## [WORK INSTRUCTIONS]
Look below for the line containing "pinky dip: (826, 925)"; from there, print each line exactly up to and including the line containing "pinky tip: (1114, 918)", and stop.

## [PROVIDED INFORMATION]
=-=-=

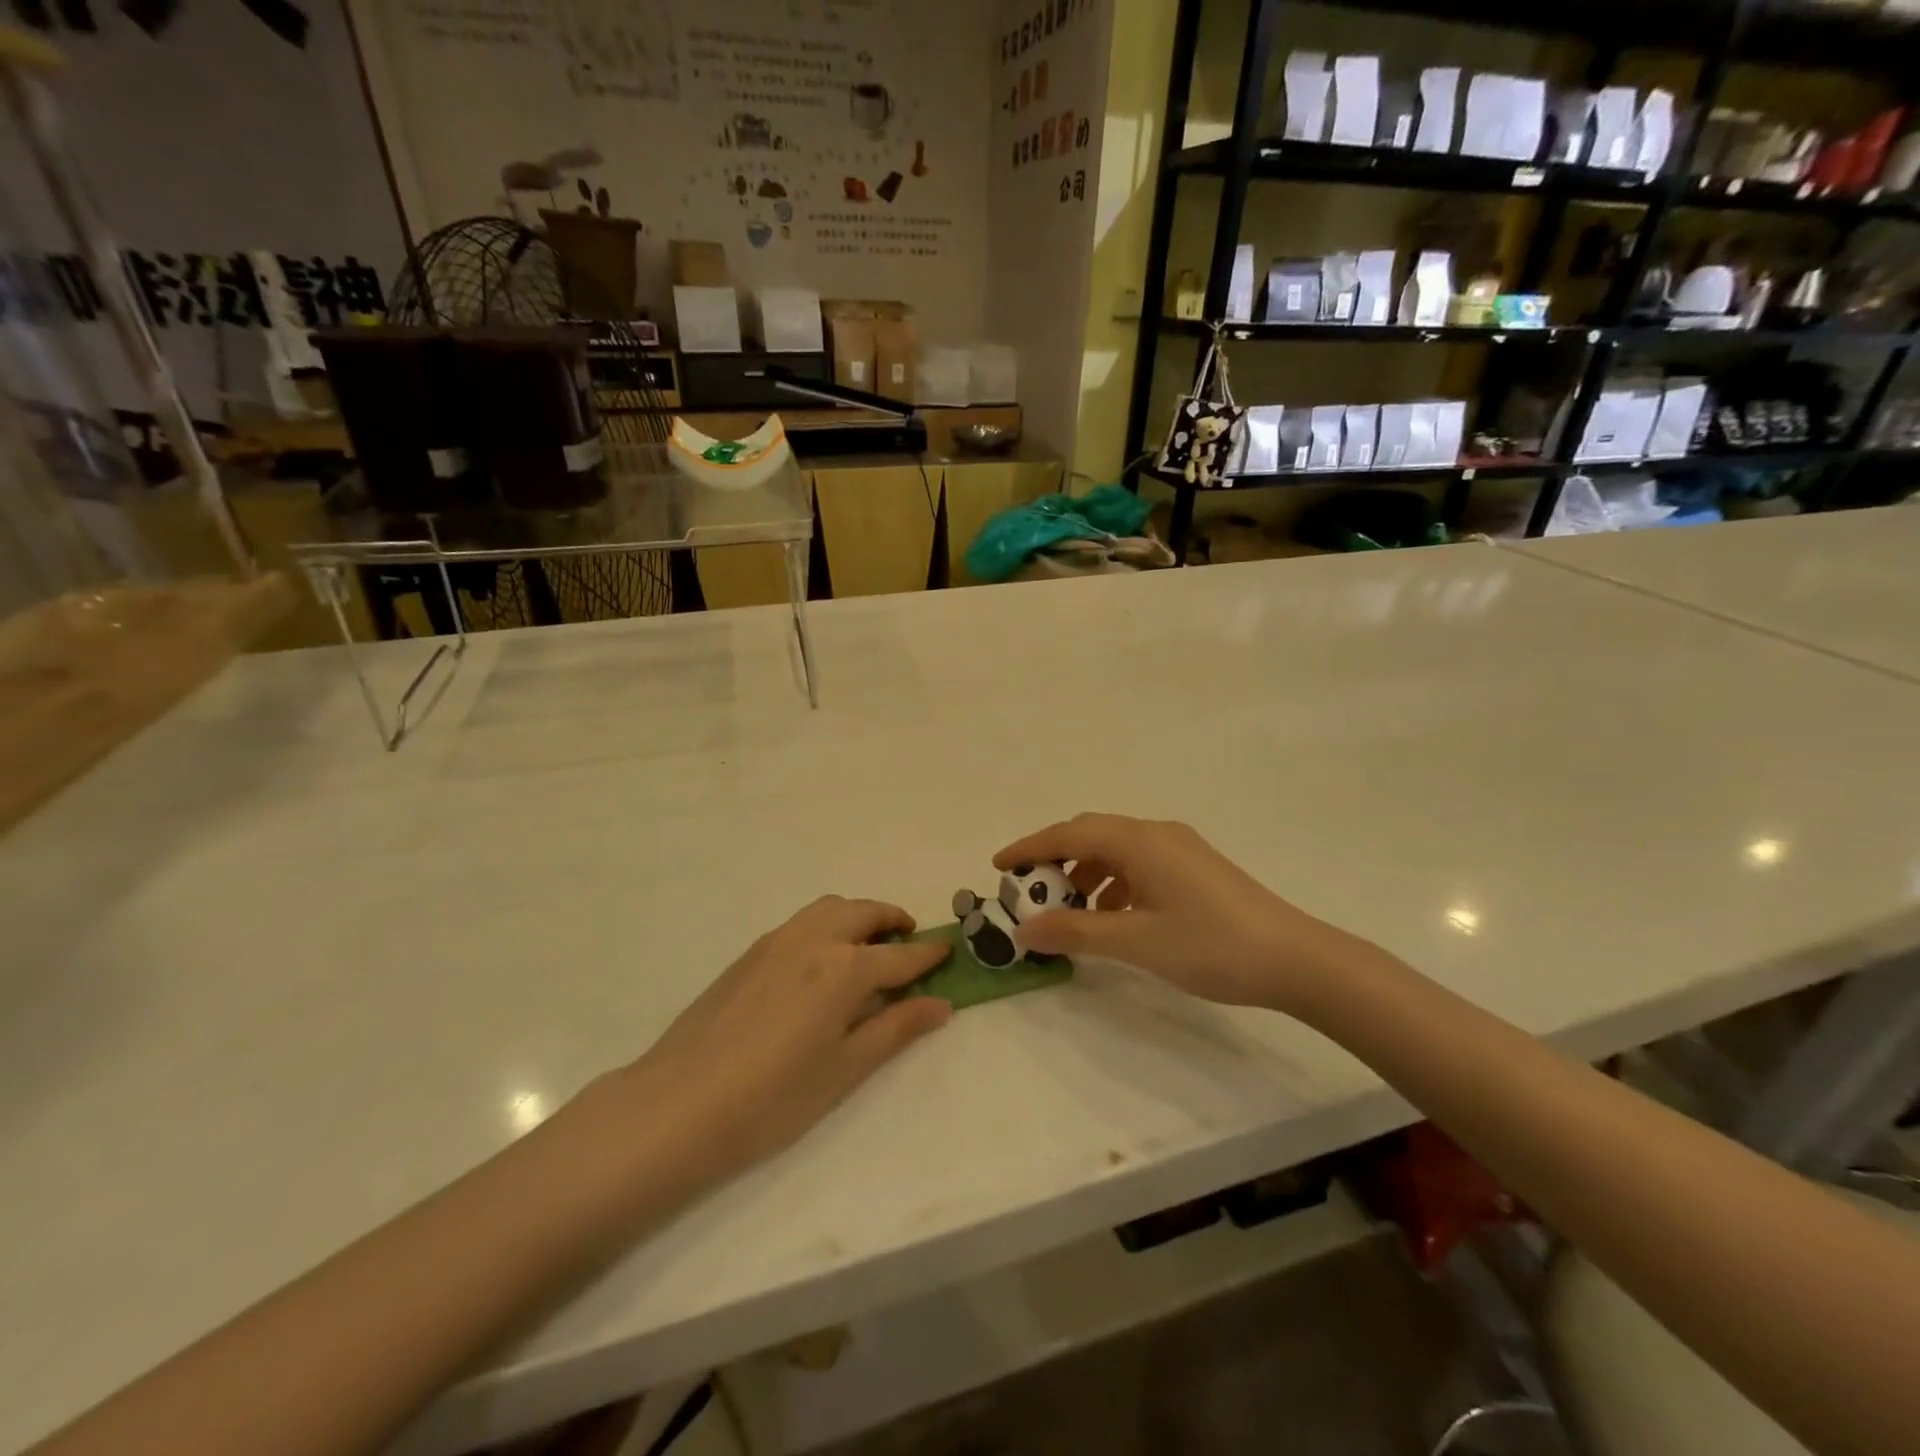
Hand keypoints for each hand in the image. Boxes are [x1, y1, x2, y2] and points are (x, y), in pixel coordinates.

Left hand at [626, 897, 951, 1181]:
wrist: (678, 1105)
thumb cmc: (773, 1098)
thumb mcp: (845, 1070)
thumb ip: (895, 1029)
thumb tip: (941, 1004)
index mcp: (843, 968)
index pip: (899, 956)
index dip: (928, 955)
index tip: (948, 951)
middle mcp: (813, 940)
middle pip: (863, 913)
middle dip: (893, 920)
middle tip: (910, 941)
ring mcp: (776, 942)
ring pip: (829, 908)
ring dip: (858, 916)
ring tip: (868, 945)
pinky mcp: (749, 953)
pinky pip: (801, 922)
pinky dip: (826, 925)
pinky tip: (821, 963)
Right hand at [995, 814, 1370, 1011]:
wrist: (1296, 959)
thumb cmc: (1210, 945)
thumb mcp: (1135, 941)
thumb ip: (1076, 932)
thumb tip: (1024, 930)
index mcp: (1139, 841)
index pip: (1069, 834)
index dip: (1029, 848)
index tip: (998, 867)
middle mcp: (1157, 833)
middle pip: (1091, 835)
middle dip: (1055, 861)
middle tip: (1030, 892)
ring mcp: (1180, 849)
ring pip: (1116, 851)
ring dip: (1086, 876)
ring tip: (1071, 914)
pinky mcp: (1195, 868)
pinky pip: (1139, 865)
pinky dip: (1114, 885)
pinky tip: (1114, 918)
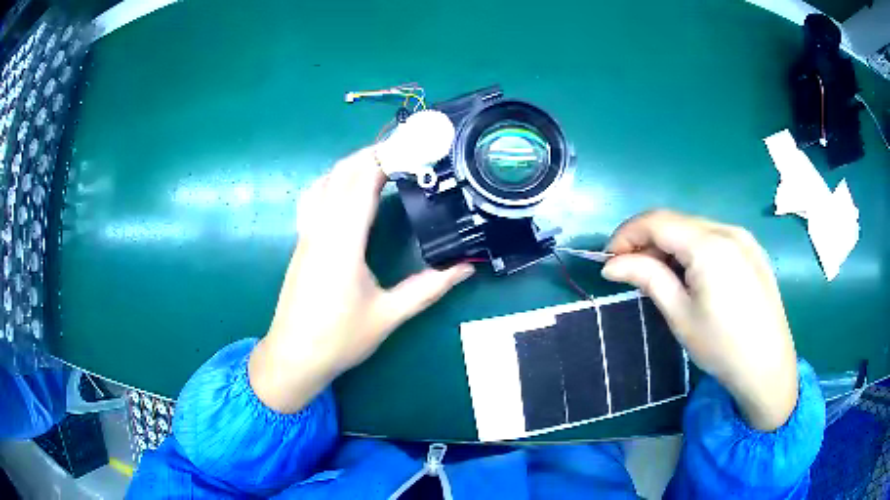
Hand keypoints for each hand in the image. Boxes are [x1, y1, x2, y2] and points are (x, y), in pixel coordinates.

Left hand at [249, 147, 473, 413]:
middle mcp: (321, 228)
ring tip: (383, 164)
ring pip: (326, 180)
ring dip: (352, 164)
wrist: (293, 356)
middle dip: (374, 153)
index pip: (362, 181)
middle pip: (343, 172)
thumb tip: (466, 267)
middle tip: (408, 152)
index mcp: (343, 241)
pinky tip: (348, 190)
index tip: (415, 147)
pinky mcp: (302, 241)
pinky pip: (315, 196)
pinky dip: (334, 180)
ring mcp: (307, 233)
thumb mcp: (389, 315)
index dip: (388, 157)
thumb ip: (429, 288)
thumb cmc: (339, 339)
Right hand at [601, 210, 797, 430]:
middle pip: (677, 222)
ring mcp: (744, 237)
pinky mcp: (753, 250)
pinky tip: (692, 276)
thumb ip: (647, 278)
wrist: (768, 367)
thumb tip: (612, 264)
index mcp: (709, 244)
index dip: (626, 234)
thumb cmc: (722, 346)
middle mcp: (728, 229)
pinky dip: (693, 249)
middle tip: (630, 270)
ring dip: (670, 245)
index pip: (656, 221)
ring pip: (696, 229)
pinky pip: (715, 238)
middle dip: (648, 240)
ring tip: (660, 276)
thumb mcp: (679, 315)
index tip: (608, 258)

=-=-=

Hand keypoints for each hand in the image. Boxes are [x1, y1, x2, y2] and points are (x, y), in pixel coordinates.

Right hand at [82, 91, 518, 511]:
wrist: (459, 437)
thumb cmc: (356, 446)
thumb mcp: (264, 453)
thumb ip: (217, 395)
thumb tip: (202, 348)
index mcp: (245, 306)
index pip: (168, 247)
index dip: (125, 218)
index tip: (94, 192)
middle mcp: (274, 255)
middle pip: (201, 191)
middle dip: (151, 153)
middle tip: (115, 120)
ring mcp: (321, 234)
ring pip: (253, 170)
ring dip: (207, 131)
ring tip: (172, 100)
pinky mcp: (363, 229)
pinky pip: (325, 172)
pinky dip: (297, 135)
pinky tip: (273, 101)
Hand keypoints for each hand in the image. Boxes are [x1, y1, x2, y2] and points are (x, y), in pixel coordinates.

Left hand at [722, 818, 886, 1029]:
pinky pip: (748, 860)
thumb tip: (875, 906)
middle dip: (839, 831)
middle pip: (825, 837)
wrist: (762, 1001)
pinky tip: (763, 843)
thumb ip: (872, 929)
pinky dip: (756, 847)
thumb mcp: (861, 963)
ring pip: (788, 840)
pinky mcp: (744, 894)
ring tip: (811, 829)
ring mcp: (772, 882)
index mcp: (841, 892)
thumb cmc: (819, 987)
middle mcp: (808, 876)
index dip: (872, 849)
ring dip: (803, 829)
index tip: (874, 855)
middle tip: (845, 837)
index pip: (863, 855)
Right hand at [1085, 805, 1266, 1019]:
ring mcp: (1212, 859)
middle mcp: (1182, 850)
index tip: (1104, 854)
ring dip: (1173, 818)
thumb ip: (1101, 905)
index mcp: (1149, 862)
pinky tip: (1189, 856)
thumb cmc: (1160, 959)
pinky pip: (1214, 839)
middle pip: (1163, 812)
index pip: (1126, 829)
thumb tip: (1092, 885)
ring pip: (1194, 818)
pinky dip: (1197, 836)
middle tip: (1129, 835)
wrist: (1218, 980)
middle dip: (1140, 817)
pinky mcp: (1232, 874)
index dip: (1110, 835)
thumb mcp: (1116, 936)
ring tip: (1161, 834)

=-=-=

## [EXPECTED ANSWER]
pinky dip: (826, 925)
pinky tip: (821, 963)
Right hand at [995, 814, 1370, 1011]:
wrist: (1296, 959)
thumb cmc: (1210, 945)
thumb mcp: (1135, 941)
thumb ip: (1076, 932)
thumb tip: (1024, 930)
index mcp: (1139, 841)
index pip: (1069, 834)
index dip: (1029, 848)
index tip: (998, 867)
middle mcp: (1157, 833)
middle pip: (1091, 835)
middle dip: (1055, 861)
middle tip: (1030, 892)
ring mcp: (1180, 849)
ring pip: (1116, 851)
ring dip: (1086, 876)
ring tip: (1071, 914)
pinky mcp: (1195, 868)
pinky pip: (1139, 865)
pinky dip: (1114, 885)
pinky tip: (1114, 918)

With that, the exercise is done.